*PROMPT*
Transcribe the entries below exactly; leave every image out.

*Records from a data collection*
==*==

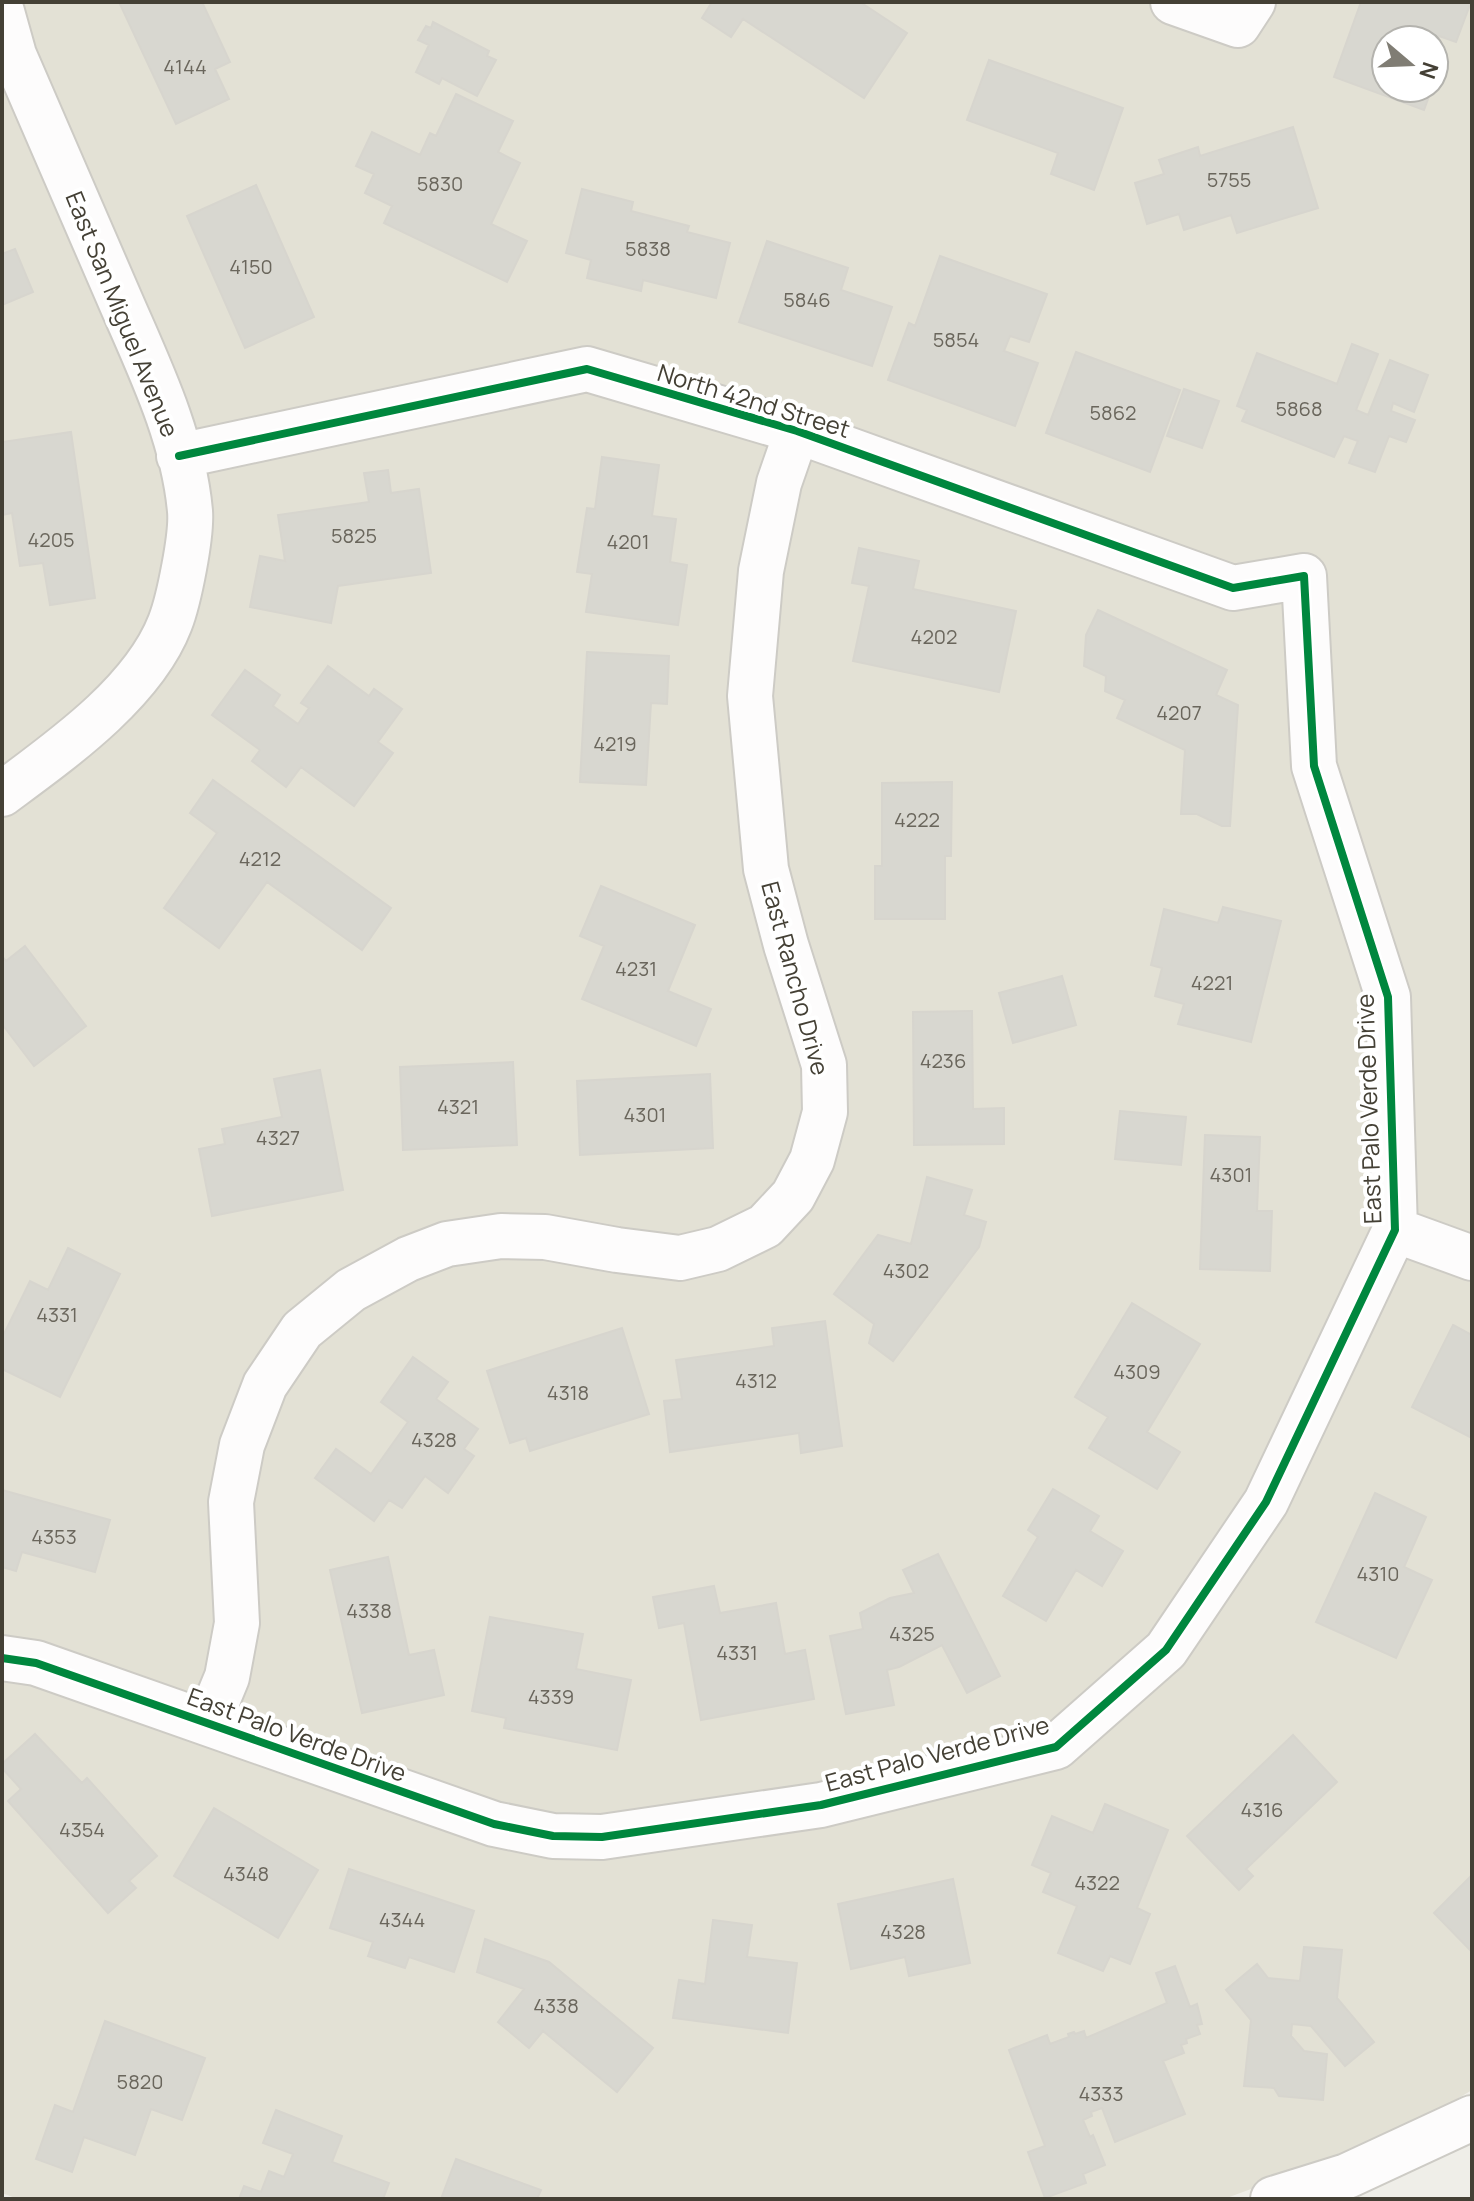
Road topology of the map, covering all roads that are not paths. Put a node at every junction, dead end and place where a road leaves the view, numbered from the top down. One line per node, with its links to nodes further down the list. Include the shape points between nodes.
1 (1173, 2): 3 (street)
2 (2, 12): 5 (street, East San Miguel Avenue, via 14,55 160,391)
3 (1245, 14)
4 (797, 431): 5 (street, North 42nd Street, via 587,369); 6 (street, North 42nd Street, via 1233,588); 11 (street, East Rancho Drive, via 779,483 761,571 750,696 766,869 824,1065 825,1112 812,1160 793,1196 765,1226 718,1249 680,1258 545,1237 501,1236 447,1244 351,1290 302,1330 265,1385 242,1445 231,1502 237,1623 227,1677)
5 (179, 456): 7 (street, East San Miguel Avenue, via 190,513 169,625 140,674 77,738)
6 (1304, 576): 8 (street, East Palo Verde Drive, via 1314,766 1388,997)
7 (2, 794)
8 (1395, 1230): 9 (street); 11 (street, East Palo Verde Drive, via 1266,1502 1166,1650 1056,1747 821,1805 602,1837 553,1836 494,1824)
9 (1472, 1258)
10 (2, 1658): 11 (street, East Palo Verde Drive, via 36,1663)
11 (208, 1723)
12 (1472, 2118): 13 (street, via 1347,2176)
13 (1273, 2199)

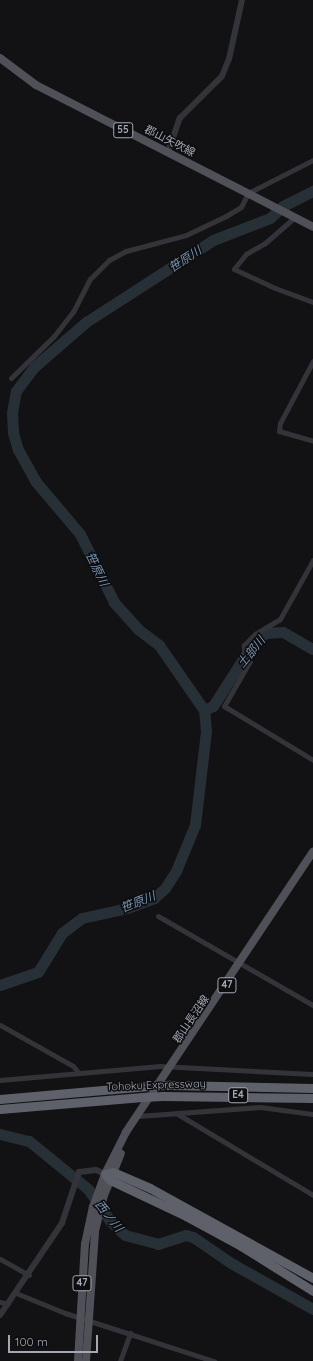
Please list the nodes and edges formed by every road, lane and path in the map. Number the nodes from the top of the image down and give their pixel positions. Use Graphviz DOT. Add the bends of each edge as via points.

==*==

*TASK RESULT*
Road topology of the map, covering all roads that are not paths. Put a node at every junction, dead end and place where a road leaves the view, numbered from the top down. One line per node, with its links to nodes further down the list. Include the shape points between nodes.
1 (1173, 2): 3 (street)
2 (2, 12): 5 (street, East San Miguel Avenue, via 14,55 160,391)
3 (1245, 14)
4 (797, 431): 5 (street, North 42nd Street, via 587,369); 6 (street, North 42nd Street, via 1233,588); 11 (street, East Rancho Drive, via 779,483 761,571 750,696 766,869 824,1065 825,1112 812,1160 793,1196 765,1226 718,1249 680,1258 545,1237 501,1236 447,1244 351,1290 302,1330 265,1385 242,1445 231,1502 237,1623 227,1677)
5 (179, 456): 7 (street, East San Miguel Avenue, via 190,513 169,625 140,674 77,738)
6 (1304, 576): 8 (street, East Palo Verde Drive, via 1314,766 1388,997)
7 (2, 794)
8 (1395, 1230): 9 (street); 11 (street, East Palo Verde Drive, via 1266,1502 1166,1650 1056,1747 821,1805 602,1837 553,1836 494,1824)
9 (1472, 1258)
10 (2, 1658): 11 (street, East Palo Verde Drive, via 36,1663)
11 (208, 1723)
12 (1472, 2118): 13 (street, via 1347,2176)
13 (1273, 2199)

Please list the nodes and edges formed by every road, lane and path in the map. Number the nodes from the top of the image down and give their pixel positions. Use Graphviz DOT. Add the bends of each edge as via points.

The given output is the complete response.